First impressions on opening the box are positive. The MI2 has a very solid, robust chassis that feels dependable and long-lasting although it is clearly built to a cost. The kind of premium finish you get with the iPhone 5 and the HTC One isn't here - what we're dealing with is more akin to the Samsung Galaxy S3, particularly in terms of the plastic rear of the unit. The front of the device is another story though, consisting entirely of Dragontail glass - a competing Japanese version of the industry-standard Gorilla Glass.

The screen itself is a highlight. Sharp provides the 4.3-inch 1280x720 IPS display that offers up a retina-beating 342 pixels per inch. The picture is moderately bright, rich in colour, with temperature and saturation selectables available in the settings menu. It's up there with the iPhone 5's display, though white balance looks a touch off and the gamut isn't quite as wide. Under the screen you'll find three Android navigation buttons (not backlit but fashioned from highly reflective material - so easy to find in most lighting conditions). Under the home button is a multi-colour LED, illuminating for notifications and charging - again, the colours here can be adjusted in the settings. In addition to the front-facing camera, light and proximity sensors are also found here.

The rear plastic shell is a bit of a fingerprint magnet, but on our unit at least it's white in colour, so the smudges don't particularly show in the same way as something like the PlayStation Vita. You can always replace this element too if you want; there are even iPhone 5 clone back covers if you really want them. Removing the rear completely offers up our first big surprise - inside there's a 2000mAh battery that you can easily swap out. There's also a standard-sized SIM slot, meaning no rushing about replacing your card for a micro or nano variant. The only disappointment is the lack of MicroSD slot - so think carefully about storage space when considering a purchase. The MI2 is available in both 16GB and 32GB configurations.

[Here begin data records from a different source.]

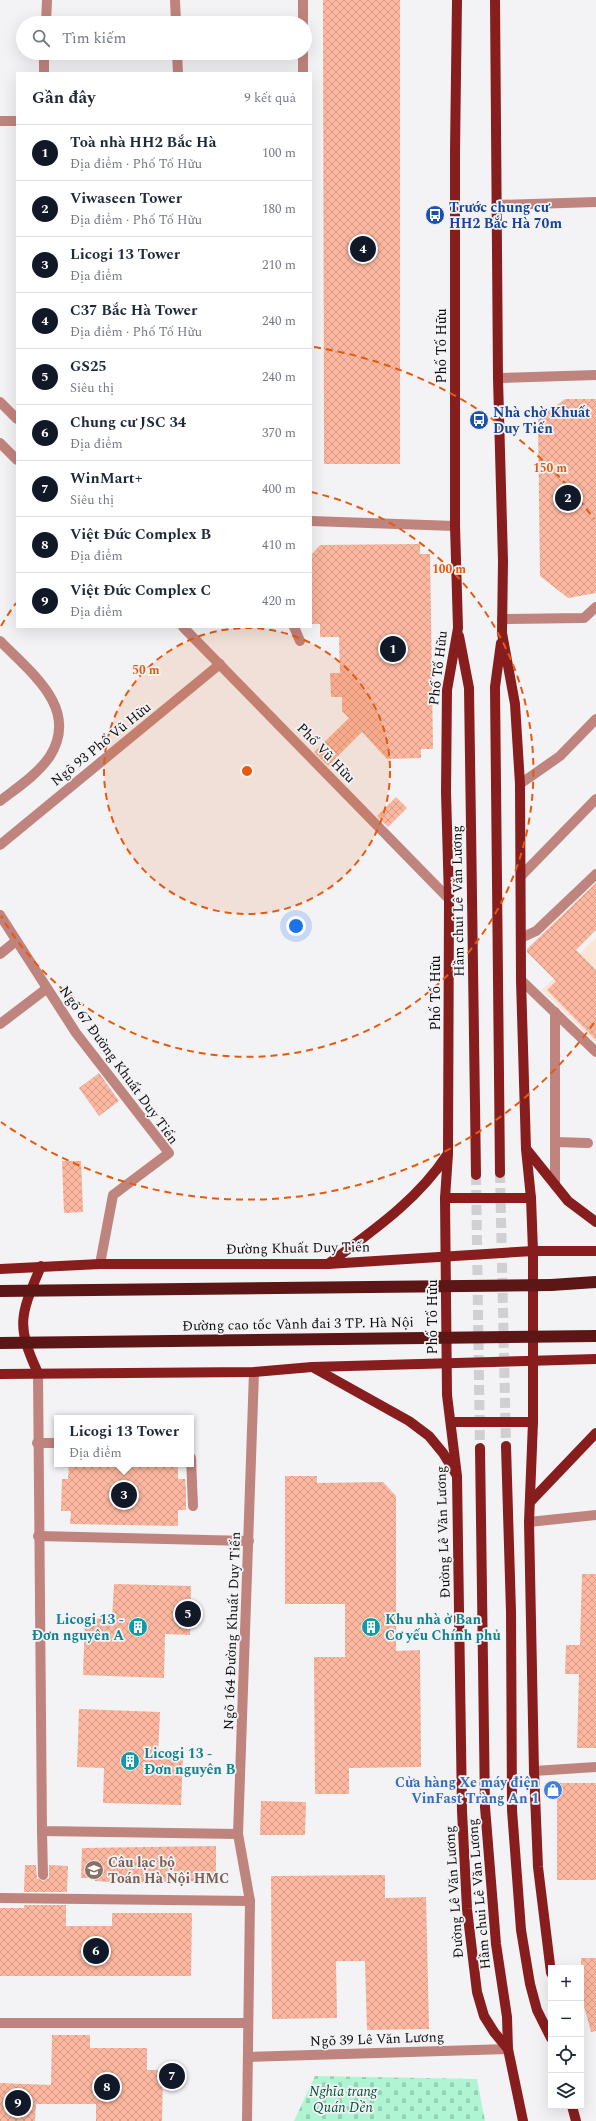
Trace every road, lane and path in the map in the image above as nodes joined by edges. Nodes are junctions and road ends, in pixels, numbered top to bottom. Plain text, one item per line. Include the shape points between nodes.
1 (47, 0) edge
2 (175, 0) edge
3 (303, 0) edge
4 (456, 0) edge
5 (495, 0) edge
6 (46, 16) edge
7 (176, 16) edge
8 (303, 16) edge
9 (44, 60) edge
10 (177, 60) edge
11 (303, 60) edge
12 (44, 72) edge
13 (178, 72) edge
14 (303, 72) edge
15 (16, 121) edge
16 (0, 122) edge
17 (596, 202) edge
18 (497, 204) junction
19 (596, 375) edge
20 (498, 378) junction
21 (0, 402) edge
22 (16, 419) edge
23 (0, 443) edge
24 (16, 459) edge
25 (312, 521) edge
26 (455, 526) junction
27 (596, 607) edge
28 (502, 619) junction
29 (184, 628) edge
30 (294, 628) edge
31 (458, 628) junction
32 (502, 633) junction
33 (0, 641) edge
34 (300, 641) dead end
35 (220, 664) junction
36 (596, 719) edge
37 (520, 784) junction
38 (596, 799) edge
39 (0, 801) edge
40 (0, 845) edge
41 (596, 874) edge
42 (521, 876) junction
43 (449, 899) junction
44 (0, 915) edge
45 (521, 938) junction
46 (16, 941) junction
47 (0, 954) edge
48 (521, 980) junction
49 (46, 989) junction
50 (555, 1012) junction
51 (0, 1024) edge
52 (596, 1052) edge
53 (555, 1142) junction
54 (588, 1143) dead end
55 (526, 1149) junction
56 (448, 1154) junction
57 (500, 1173) tunnel mouth
58 (476, 1175) tunnel mouth
59 (555, 1185) junction
60 (445, 1198) junction
61 (531, 1198) junction
62 (596, 1222) edge
63 (533, 1251) junction
64 (596, 1251) edge
65 (445, 1256) junction
66 (100, 1264) junction
67 (328, 1264) junction
68 (41, 1266) junction
69 (0, 1269) edge
70 (596, 1283) edge
71 (0, 1291) edge
72 (596, 1336) edge
73 (0, 1343) edge
74 (596, 1360) edge
75 (533, 1361) junction
76 (446, 1363) junction
77 (312, 1368) junction
78 (254, 1372) junction
79 (38, 1373) junction
80 (0, 1374) edge
81 (451, 1422) junction
82 (533, 1422) junction
83 (596, 1433) edge
84 (37, 1443) junction
85 (54, 1443) edge
86 (506, 1446) tunnel mouth
87 (480, 1448) tunnel mouth
88 (191, 1467) edge
89 (457, 1476) junction
90 (530, 1501) junction
91 (193, 1506) dead end
92 (596, 1515) edge
93 (529, 1522) junction
94 (38, 1536) junction
95 (249, 1541) junction
96 (596, 1767) edge
97 (534, 1771) junction
98 (42, 1831) junction
99 (238, 1834) junction
100 (43, 1875) dead end
101 (0, 1898) edge
102 (250, 1901) junction
103 (550, 1965) edge
104 (0, 2023) edge
105 (248, 2023) junction
106 (550, 2037) edge
107 (508, 2049) junction
108 (248, 2057) junction
109 (573, 2109) edge
110 (247, 2121) edge
111 (523, 2121) edge
112 (576, 2121) edge

1 - 6 street
2 - 7 street
3 - 8 street
4 - 26 main road, Phố Tố Hữu
5 - 18 main road
9 - 12 street
10 - 13 street
11 - 14 street
15 - 16 street
17 - 18 street
18 - 20 main road
19 - 20 street
20 - 28 main road
21 - 22 street
23 - 24 street
25 - 26 street
26 - 31 main road, Phố Tố Hữu
27 - 28 street via 584,618
28 - 32 main road
29 - 35 street, Phố Vũ Hữu
30 - 34 street
31 - 43 main road, Phố Tố Hữu via 447,690
31 - 58 main road, Hầm chui Lê Văn Lương via 469,688
32 - 37 main road via 515,704
32 - 57 main road via 495,687
33 - 39 street via 43,685 58,709 59,734 50,756
35 - 40 street, Ngõ 93 Phố Vũ Hữu
35 - 43 street, Phố Vũ Hữu
36 - 37 street via 560,756
37 - 42 main road
38 - 42 street
41 - 45 street via 536,931
42 - 45 main road
43 - 56 main road, Phố Tố Hữu
44 - 46 street, Ngõ 67 Đường Khuất Duy Tiến
45 - 48 main road
46 - 47 street
46 - 49 street, Ngõ 67 Đường Khuất Duy Tiến
48 - 50 street
48 - 55 main road
49 - 51 street
49 - 66 street, Ngõ 67 Đường Khuất Duy Tiến via 76,1033 169,1153 113,1195
50 - 52 street
50 - 53 street
53 - 54 street
53 - 59 street
55 - 59 main road
55 - 61 main road
56 - 60 main road, Phố Tố Hữu
56 - 67 main road via 435,1173 402,1206
59 - 62 main road via 568,1201
60 - 61 main road
60 - 65 main road, Phố Tố Hữu
61 - 63 main road
63 - 64 main road, Đường Khuất Duy Tiến
63 - 65 main road, Đường Khuất Duy Tiến
63 - 75 main road
65 - 67 main road, Đường Khuất Duy Tiến
65 - 76 main road, Phố Tố Hữu
66 - 67 main road, Đường Khuất Duy Tiến
66 - 68 main road, Đường Khuất Duy Tiến
68 - 69 main road, Đường Khuất Duy Tiến
68 - 79 main road via 26,1302 22,1325 26,1348
70 - 71 highway, bridge
72 - 73 highway, Đường cao tốc Vành đai 3 TP. Hà Nội, bridge
74 - 75 main road
75 - 76 main road
75 - 82 main road
76 - 77 main road
76 - 81 main road, Đường Lê Văn Lương
77 - 78 main road
77 - 89 main road via 389,1410 429,1436 443,1452
78 - 79 main road
78 - 95 street, Ngõ 164 Đường Khuất Duy Tiến
79 - 80 main road
79 - 84 street
81 - 82 main road
81 - 89 main road, Đường Lê Văn Lương
82 - 90 main road
83 - 90 main road
84 - 85 street
84 - 94 street
86 - 106 main road via 514,1833 521,1930 537,2010
87 - 107 main road, Hầm chui Lê Văn Lương via 485,1807 496,1944 507,2017
88 - 91 street
89 - 107 main road, Đường Lê Văn Lương via 462,1811 467,1909 479,1998 488,2021
90 - 93 main road
92 - 93 street
93 - 97 main road
94 - 95 street
94 - 98 street
95 - 99 street, Ngõ 164 Đường Khuất Duy Tiến
96 - 97 street
97 - 103 main road via 538,1867
98 - 99 street
98 - 100 street
99 - 102 street, Ngõ 164 Đường Khuất Duy Tiến
101 - 102 street
102 - 105 street, Ngõ 164 Đường Khuất Duy Tiến
104 - 105 street
105 - 108 street, Ngõ 164 Đường Khuất Duy Tiến
107 - 108 street, Ngõ 39 Lê Văn Lương
107 - 111 main road, Đường Lê Văn Lương
108 - 110 street, Ngõ 164 Đường Khuất Duy Tiến
109 - 112 main road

Overall, the form factor of the Xiaomi MI2 is pleasing. It doesn't really rank alongside the premium devices out there but then its asking price is much, much lower and in term of its technological make-up it's got it where it counts. Battery life in particular is pretty impressive: we got six hours, 43 minutes of 720p video playback with screen and volume at 45 per cent - with 9 per cent battery capacity left at the end of the test. With light usage (25 minutes talk-time, 1.5 hours of downloading, 40 minutes of gaming, 3G always on), the battery lasted over three days, so we'd imagine that the standard battery should easily cope with a day of more strenuous activity.

Introducing MIUI

On top of the excellent spec and the basic value proposition, one of the key selling points of the MI2 is the MIUI 5 operating system. It's based on Android 4.1 but it's in a state of continual customisation. At the most basic level you get one of the most in-depth Android experiences on the market with unparalleled levels of customisation out of the box, but at the same time there's the ease of use and intuitive nature you'd usually associate with an iOS device.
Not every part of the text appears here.